Researchers from the Queen Mary University of London developed a tool that analyzes contact tracing apps for security and privacy issues.
“COVIDGuardian,” the tool in question, can find security weaknesses, potential privacy leaks, and malware.
Using the tool, the researchers analyzed 40 Covid-19 contact tracing apps and found 72.5% of them contain insecure cryptographic algorithms. The researchers presented their findings in a paper.
Malware
In one instance, an app contained malware. Stop COVID-19 KG, launched in mid-April and developed by the State Committee for IT and Communications of Kyrgyzstan, contained one security risk and one privacy risk: a variant of Android/DataCollector.Utilcode.A and an Adware (0053e0591).
Stop COVID19 KG has previously been a subject of privacy concerns and even a data breach in which an unauthorized individual managed to view patients’ data. At the time, the Civil Initiative on Internet Policy, a nongovernmental organization based in Kyrgyzstan capital Bishkek, has said the app was a “gross violation of legislation in the field of personal data protection and cybersecurity.”
Privacy
In total, besides the malware in Stop COVID19 KG, the researchers from the Queen Mary University of London found 20 trackers, including Google Firebase Analytics, Google CrashLytics, and Facebook Analytics.
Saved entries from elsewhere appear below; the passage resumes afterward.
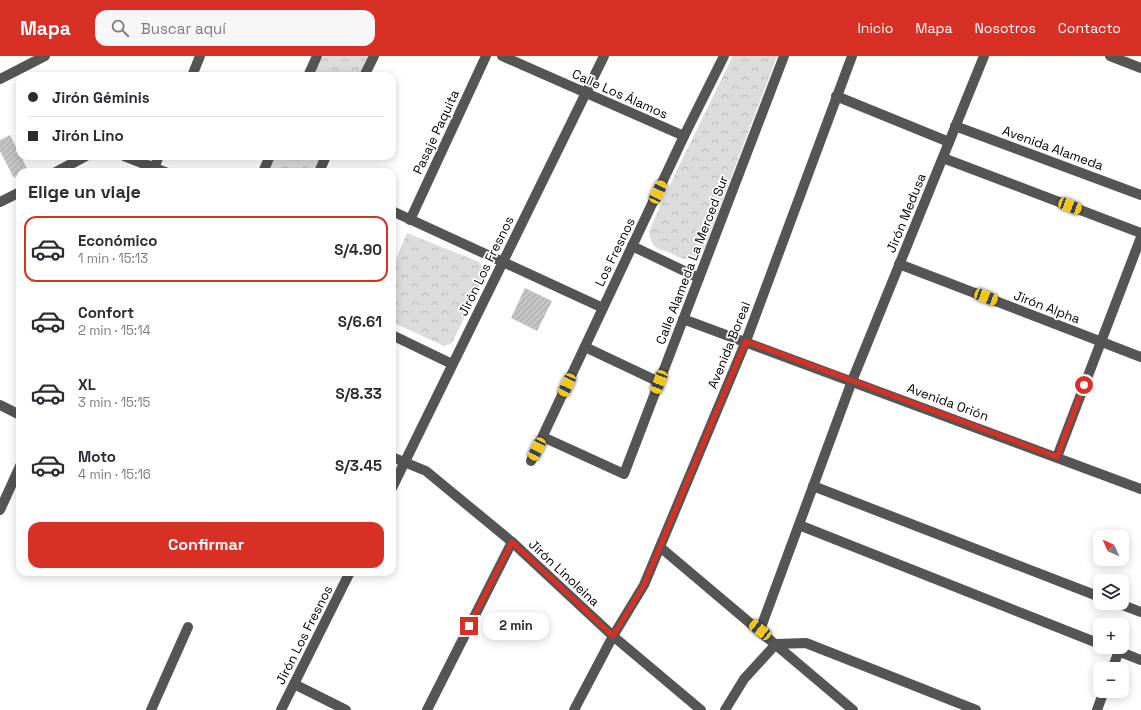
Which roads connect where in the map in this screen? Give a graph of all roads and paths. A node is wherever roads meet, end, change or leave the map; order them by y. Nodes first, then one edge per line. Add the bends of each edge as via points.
1 (45, 56) edge
2 (200, 56) edge
3 (317, 56) edge
4 (374, 56) edge
5 (486, 56) edge
6 (502, 56) edge
7 (604, 56) edge
8 (724, 56) edge
9 (784, 56) edge
10 (852, 56) edge
11 (984, 56) edge
12 (1110, 56) edge
13 (1141, 68) edge
14 (194, 72) edge
15 (310, 72) edge
16 (366, 72) edge
17 (0, 79) edge
18 (586, 93) junction
19 (836, 96) junction
20 (955, 126) junction
21 (684, 136) junction
22 (949, 142) junction
23 (943, 158) junction
24 (78, 160) edge
25 (132, 160) edge
26 (64, 168) edge
27 (149, 168) edge
28 (16, 194) edge
29 (1141, 195) edge
30 (0, 202) edge
31 (396, 213) edge
32 (410, 220) junction
33 (1141, 233) edge
34 (1141, 237) edge
35 (632, 246) junction
36 (504, 262) junction
37 (899, 264) junction
38 (699, 278) junction
39 (602, 308) junction
40 (683, 319) junction
41 (396, 337) edge
42 (746, 341) junction
43 (1101, 342) junction
44 (584, 347) junction
45 (1141, 357) edge
46 (452, 364) junction
47 (852, 381) junction
48 (659, 382) junction
49 (0, 405) edge
50 (16, 413) edge
51 (543, 437) junction
52 (1057, 457) junction
53 (396, 459) edge
54 (531, 461) dead end
55 (404, 463) junction
56 (16, 475) edge
57 (396, 480) edge
58 (813, 486) junction
59 (1141, 489) edge
60 (0, 510) edge
61 (799, 525) junction
62 (512, 542) junction
63 (660, 547) junction
64 (348, 576) edge
65 (1093, 593) edge
66 (1129, 608) edge
67 (1141, 612) edge
68 (188, 627) dead end
69 (760, 630) junction
70 (613, 636) junction
71 (1093, 641) edge
72 (776, 644) junction
73 (1126, 654) edge
74 (1141, 660) edge
75 (294, 684) junction
76 (1101, 698) edge
77 (151, 710) edge
78 (281, 710) edge
79 (346, 710) edge
80 (427, 710) edge
81 (574, 710) edge
82 (701, 710) edge
83 (725, 710) edge
84 (853, 710) edge
85 (976, 710) edge
86 (1097, 710) edge

1 - 17 street
2 - 14 street
3 - 15 street
4 - 16 street
5 - 32 street, Pasaje Paquita
6 - 18 street, Calle Los Álamos
7 - 18 street, Jirón Los Fresnos
8 - 21 street, Los Fresnos
9 - 38 street, Calle Alameda La Merced Sur
10 - 19 street, Avenida Boreal
11 - 20 street, Jirón Medusa
12 - 13 street
18 - 21 street, Calle Los Álamos
18 - 36 street, Jirón Los Fresnos
19 - 22 street
19 - 42 street, Avenida Boreal
20 - 22 street, Jirón Medusa
20 - 29 street, Avenida Alameda
21 - 35 street, Los Fresnos
22 - 23 street, Jirón Medusa
23 - 33 street
23 - 37 street, Jirón Medusa
24 - 26 street
25 - 27 street
28 - 30 street
31 - 32 street
32 - 36 street
34 - 43 street
35 - 38 street
35 - 39 street, Los Fresnos
36 - 39 street
36 - 46 street, Jirón Los Fresnos
37 - 43 street, Jirón Alpha
37 - 47 street, Jirón Medusa
38 - 40 street, Calle Alameda La Merced Sur
39 - 44 street, Los Fresnos
40 - 42 street, Avenida Orión
40 - 48 street, Calle Alameda La Merced Sur
41 - 46 street
42 - 47 street, Avenida Orión
42 - 63 street, Avenida Boreal
43 - 45 street, Jirón Alpha
43 - 52 street
44 - 48 street
44 - 51 street, Los Fresnos
46 - 55 street, Jirón Los Fresnos
47 - 52 street, Avenida Orión
47 - 58 street, Jirón Medusa
48 - 51 street, Calle Alameda La Merced Sur via 624,474
49 - 50 street
51 - 54 street, Los Fresnos
52 - 59 street, Avenida Orión
53 - 55 street, Jirón Linoleina
55 - 57 street, Jirón Los Fresnos
55 - 62 street, Jirón Linoleina via 426,471
56 - 60 street
58 - 61 street, Jirón Medusa
58 - 65 street
61 - 69 street, Jirón Medusa
61 - 71 street
62 - 70 street, Jirón Linoleina
62 - 80 street
63 - 69 street
63 - 70 street, Avenida Boreal via 644,585
64 - 75 street, Jirón Los Fresnos
66 - 67 street
68 - 77 street
69 - 72 street
70 - 81 street, Avenida Boreal
70 - 82 street, Jirón Linoleina
72 - 83 street via 744,680
72 - 84 street
72 - 85 street via 806,643
73 - 74 street
75 - 78 street, Jirón Los Fresnos
75 - 79 street
76 - 86 street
About 75% of the apps used at least one tracker. In the one extreme case, Contact Tracing (USA) app contained 8 trackers.
Following their findings, the researchers re-checked the apps and did regression testing. They found that all privacy issues in three apps — TraceTogether (Singapore), BlueZone (Vietnam), and STOP COVID19 CAT (Spain) — have been fixed. And Contact Tracer (USA) was taken down from the app store.
However, new vulnerabilities have been found in the updated versions of several apps. The researchers say this may mean that rushing to develop contact tracking apps, developers didn’t have time to follow proper quality assurance procedures.
The researchers notified all developers about the identified issues. But it’s unknown, whether the malware was removed from Stop COVID19 KG. The app is still available on the Play Store and to date, it was downloaded roughly 10K times – a relatively low figure. The researchers say that the vast majority of contact tracing apps downloaded from the Google Play Store are free of malware.
The issues above are not the only known security issues related to contact tracking apps. The rise of these apps has recently also attracted the interest of developers with malicious intent. In one case, ransomware posing as a contact tracing app targeted patients in Canada even before the app’s public release.